• _Your instructions_: The answer must be every line of the data that holds the word "place".
+ + + +
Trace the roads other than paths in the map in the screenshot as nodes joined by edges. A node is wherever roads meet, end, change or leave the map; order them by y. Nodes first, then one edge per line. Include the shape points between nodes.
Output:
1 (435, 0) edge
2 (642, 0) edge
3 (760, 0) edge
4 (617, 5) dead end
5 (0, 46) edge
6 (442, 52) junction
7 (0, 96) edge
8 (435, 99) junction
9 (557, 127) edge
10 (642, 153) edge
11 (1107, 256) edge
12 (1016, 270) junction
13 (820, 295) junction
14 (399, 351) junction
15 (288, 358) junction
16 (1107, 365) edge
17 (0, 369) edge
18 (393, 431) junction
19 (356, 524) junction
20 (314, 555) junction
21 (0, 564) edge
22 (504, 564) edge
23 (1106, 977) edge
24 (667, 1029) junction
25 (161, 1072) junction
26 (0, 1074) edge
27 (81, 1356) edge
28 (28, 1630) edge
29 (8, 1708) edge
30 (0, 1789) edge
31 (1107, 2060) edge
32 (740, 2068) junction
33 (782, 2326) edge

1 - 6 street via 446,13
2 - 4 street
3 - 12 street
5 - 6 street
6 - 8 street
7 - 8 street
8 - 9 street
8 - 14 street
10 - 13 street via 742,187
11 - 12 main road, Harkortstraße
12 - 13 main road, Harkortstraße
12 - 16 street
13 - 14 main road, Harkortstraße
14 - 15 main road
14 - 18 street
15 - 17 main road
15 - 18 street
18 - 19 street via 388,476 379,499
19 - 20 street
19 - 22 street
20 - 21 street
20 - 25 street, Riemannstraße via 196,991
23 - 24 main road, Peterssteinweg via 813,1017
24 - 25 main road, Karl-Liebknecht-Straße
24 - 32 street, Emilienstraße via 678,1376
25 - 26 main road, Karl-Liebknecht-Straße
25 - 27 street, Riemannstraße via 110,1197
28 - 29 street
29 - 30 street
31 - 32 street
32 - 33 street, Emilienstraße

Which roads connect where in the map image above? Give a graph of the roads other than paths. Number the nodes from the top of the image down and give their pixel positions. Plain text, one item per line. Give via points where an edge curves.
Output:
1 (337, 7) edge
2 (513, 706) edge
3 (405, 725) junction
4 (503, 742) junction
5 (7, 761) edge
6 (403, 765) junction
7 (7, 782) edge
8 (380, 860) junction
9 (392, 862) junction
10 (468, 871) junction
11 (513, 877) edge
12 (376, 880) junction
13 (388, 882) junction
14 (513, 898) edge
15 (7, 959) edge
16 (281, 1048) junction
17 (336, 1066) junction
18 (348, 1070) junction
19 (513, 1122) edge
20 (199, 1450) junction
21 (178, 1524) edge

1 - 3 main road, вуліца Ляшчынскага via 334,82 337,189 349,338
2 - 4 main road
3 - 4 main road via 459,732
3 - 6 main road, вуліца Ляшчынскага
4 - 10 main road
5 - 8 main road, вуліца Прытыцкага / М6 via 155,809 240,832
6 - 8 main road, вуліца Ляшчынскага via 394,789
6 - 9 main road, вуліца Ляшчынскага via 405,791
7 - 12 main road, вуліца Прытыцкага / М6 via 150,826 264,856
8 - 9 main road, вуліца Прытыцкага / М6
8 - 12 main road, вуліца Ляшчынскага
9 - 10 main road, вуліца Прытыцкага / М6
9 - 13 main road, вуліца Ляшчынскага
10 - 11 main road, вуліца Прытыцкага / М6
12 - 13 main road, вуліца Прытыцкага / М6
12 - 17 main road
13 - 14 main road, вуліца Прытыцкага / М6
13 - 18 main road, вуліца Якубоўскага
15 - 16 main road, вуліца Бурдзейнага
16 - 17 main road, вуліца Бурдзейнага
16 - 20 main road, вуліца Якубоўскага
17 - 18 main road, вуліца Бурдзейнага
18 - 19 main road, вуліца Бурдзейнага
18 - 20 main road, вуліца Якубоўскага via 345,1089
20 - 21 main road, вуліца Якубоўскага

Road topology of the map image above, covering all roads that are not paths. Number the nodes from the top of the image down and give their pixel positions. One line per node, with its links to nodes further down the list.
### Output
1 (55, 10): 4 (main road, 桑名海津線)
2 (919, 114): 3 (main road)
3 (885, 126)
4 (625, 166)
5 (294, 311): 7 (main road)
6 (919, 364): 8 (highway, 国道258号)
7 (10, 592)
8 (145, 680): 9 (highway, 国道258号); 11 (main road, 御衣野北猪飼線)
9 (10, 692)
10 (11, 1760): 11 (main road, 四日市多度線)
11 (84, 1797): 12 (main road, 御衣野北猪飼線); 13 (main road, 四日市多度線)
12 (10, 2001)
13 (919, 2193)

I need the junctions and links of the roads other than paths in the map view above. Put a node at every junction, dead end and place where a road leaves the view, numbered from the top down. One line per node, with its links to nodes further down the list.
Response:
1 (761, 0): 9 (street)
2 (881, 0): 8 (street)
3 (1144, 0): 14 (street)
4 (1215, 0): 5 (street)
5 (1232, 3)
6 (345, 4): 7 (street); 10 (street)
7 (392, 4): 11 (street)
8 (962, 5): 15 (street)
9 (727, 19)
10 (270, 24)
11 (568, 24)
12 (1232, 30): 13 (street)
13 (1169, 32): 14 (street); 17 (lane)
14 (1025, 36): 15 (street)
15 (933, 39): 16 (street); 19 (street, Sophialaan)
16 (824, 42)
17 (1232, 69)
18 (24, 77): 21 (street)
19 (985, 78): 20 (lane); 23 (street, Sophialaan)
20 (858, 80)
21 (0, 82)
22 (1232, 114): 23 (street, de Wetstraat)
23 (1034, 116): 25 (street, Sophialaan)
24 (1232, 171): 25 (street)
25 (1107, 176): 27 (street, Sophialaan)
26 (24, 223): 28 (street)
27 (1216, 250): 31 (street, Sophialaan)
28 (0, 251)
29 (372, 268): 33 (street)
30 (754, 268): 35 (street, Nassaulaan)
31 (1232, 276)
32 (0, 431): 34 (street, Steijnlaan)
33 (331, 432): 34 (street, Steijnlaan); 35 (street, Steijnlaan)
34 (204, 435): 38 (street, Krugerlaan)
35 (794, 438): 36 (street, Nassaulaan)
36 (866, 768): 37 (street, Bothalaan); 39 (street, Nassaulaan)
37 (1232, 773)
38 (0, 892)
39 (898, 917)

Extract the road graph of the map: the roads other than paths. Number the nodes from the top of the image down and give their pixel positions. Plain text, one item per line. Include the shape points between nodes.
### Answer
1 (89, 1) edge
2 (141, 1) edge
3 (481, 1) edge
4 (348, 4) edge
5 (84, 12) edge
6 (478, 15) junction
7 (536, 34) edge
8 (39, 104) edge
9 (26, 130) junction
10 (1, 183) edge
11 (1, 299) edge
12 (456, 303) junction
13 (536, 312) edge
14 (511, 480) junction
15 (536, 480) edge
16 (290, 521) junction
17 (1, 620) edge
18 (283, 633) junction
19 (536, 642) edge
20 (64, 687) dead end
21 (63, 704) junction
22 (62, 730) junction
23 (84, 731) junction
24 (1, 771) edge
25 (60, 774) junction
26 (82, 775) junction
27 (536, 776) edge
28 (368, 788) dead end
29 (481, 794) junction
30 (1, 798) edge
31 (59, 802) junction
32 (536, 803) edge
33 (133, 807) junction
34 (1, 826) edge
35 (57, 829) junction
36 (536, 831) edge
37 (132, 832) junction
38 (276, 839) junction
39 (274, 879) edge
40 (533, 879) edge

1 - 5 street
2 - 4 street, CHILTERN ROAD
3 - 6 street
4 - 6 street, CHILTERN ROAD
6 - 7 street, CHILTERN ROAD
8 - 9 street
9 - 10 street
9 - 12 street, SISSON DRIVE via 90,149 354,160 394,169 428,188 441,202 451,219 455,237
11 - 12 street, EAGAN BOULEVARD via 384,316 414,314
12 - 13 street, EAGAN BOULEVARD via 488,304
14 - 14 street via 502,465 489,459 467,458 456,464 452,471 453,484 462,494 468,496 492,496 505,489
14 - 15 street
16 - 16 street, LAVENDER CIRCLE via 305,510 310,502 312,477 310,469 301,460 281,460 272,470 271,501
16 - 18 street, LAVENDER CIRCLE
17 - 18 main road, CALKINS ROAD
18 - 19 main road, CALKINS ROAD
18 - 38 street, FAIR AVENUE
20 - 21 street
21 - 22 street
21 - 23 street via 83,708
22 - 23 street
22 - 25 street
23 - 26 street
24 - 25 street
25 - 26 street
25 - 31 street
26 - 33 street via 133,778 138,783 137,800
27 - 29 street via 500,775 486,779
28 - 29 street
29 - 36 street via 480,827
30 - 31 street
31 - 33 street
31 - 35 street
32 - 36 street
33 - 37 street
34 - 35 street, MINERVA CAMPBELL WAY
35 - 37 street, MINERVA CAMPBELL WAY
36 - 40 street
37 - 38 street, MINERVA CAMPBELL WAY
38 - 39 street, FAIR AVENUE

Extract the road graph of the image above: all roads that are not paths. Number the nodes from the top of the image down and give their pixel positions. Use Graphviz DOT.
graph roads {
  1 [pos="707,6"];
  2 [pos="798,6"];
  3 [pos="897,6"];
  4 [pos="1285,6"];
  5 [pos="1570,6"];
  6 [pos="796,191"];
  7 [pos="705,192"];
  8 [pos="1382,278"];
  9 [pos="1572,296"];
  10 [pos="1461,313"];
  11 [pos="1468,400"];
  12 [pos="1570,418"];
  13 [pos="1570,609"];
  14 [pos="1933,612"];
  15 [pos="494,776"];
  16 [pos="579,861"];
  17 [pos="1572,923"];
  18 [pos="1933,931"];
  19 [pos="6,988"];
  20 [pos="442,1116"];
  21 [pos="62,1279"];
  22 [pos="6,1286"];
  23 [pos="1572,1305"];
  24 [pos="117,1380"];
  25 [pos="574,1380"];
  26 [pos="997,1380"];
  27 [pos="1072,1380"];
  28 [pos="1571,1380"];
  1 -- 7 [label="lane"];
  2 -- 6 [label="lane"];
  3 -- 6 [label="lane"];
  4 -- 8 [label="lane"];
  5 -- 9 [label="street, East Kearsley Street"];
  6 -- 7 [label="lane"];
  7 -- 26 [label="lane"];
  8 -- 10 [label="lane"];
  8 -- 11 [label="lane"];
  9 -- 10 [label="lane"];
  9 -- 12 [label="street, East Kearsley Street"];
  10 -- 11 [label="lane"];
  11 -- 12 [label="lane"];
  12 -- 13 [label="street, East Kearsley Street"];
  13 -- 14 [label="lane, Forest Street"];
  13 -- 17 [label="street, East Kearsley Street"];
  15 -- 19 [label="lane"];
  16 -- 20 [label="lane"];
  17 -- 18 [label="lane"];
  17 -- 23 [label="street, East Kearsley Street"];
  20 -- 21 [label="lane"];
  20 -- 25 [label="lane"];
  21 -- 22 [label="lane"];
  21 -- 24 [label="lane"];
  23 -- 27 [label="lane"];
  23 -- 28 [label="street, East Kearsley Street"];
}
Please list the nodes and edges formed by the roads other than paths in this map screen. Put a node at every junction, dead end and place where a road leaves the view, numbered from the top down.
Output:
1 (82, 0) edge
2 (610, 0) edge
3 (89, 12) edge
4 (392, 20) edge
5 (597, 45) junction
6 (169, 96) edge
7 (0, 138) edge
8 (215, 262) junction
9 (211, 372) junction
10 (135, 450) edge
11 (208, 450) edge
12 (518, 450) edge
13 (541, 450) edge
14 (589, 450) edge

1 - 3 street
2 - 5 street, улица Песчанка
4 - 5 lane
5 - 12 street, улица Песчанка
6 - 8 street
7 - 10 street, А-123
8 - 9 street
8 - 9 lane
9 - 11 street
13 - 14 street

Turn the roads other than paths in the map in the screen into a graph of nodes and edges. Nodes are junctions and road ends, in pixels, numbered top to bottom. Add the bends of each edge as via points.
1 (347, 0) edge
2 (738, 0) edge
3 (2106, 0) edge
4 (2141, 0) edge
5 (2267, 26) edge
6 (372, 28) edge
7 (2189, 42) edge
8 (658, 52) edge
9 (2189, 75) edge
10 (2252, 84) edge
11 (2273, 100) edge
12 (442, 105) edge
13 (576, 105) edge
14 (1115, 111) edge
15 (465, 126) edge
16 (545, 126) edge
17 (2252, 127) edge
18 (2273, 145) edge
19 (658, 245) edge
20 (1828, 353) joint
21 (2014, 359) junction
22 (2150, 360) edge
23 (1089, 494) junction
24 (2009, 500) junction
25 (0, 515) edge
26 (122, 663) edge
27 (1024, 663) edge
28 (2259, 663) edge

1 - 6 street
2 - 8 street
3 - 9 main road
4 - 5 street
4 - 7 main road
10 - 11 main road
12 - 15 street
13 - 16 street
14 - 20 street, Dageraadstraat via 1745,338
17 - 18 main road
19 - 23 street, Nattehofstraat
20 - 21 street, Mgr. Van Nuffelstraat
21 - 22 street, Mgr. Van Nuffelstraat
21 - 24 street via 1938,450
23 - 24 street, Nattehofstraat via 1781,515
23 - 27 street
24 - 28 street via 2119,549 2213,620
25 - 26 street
+ + + +
• _Exercise response_:
I need the junctions and links of the roads other than paths in the map view above. Put a node at every junction, dead end and place where a road leaves the view, numbered from the top down. One line per node, with its links to nodes further down the list.
Please list the nodes and edges formed by the roads other than paths in this map screen. Put a node at every junction, dead end and place where a road leaves the view, numbered from the top down.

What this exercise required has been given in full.